▶ Task prompt: Reading the records below, find how many lines include the word "image" and give that number alone.

▶ Given information:

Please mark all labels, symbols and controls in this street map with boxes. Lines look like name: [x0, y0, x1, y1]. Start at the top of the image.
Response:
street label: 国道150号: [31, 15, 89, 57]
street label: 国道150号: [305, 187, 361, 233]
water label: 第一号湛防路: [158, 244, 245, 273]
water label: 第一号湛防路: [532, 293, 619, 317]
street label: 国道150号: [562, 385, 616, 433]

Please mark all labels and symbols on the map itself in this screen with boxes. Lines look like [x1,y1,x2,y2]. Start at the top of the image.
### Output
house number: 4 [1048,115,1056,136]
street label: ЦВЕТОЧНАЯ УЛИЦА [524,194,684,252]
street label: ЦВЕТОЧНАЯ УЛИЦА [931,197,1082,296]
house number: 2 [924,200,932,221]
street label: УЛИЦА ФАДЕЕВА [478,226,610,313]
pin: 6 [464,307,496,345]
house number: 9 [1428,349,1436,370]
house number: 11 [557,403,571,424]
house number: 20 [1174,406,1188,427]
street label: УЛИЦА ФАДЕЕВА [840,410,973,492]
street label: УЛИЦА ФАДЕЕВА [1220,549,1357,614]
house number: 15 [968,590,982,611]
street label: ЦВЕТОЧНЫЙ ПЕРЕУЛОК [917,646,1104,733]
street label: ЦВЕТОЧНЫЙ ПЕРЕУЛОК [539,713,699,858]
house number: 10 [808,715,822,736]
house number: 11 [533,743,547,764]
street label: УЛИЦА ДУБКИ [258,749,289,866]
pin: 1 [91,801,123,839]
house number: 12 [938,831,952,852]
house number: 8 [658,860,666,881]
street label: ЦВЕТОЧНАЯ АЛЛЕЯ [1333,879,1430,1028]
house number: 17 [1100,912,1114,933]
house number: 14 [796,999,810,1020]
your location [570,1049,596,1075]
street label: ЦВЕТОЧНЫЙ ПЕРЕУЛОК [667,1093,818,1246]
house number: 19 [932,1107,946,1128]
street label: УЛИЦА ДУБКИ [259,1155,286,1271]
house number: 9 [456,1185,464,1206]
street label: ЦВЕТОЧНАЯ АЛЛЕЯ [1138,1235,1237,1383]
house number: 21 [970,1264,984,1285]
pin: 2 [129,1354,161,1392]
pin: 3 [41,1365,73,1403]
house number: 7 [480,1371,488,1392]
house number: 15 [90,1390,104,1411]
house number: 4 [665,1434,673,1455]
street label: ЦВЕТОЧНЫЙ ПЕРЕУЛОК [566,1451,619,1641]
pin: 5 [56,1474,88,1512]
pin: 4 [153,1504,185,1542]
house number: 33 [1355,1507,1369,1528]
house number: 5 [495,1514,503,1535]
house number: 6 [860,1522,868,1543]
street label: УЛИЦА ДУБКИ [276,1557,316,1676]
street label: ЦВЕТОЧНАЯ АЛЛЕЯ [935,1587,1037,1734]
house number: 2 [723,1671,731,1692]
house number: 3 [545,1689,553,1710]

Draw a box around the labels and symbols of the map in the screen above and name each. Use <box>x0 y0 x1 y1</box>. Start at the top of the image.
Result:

▶ Written solution: 3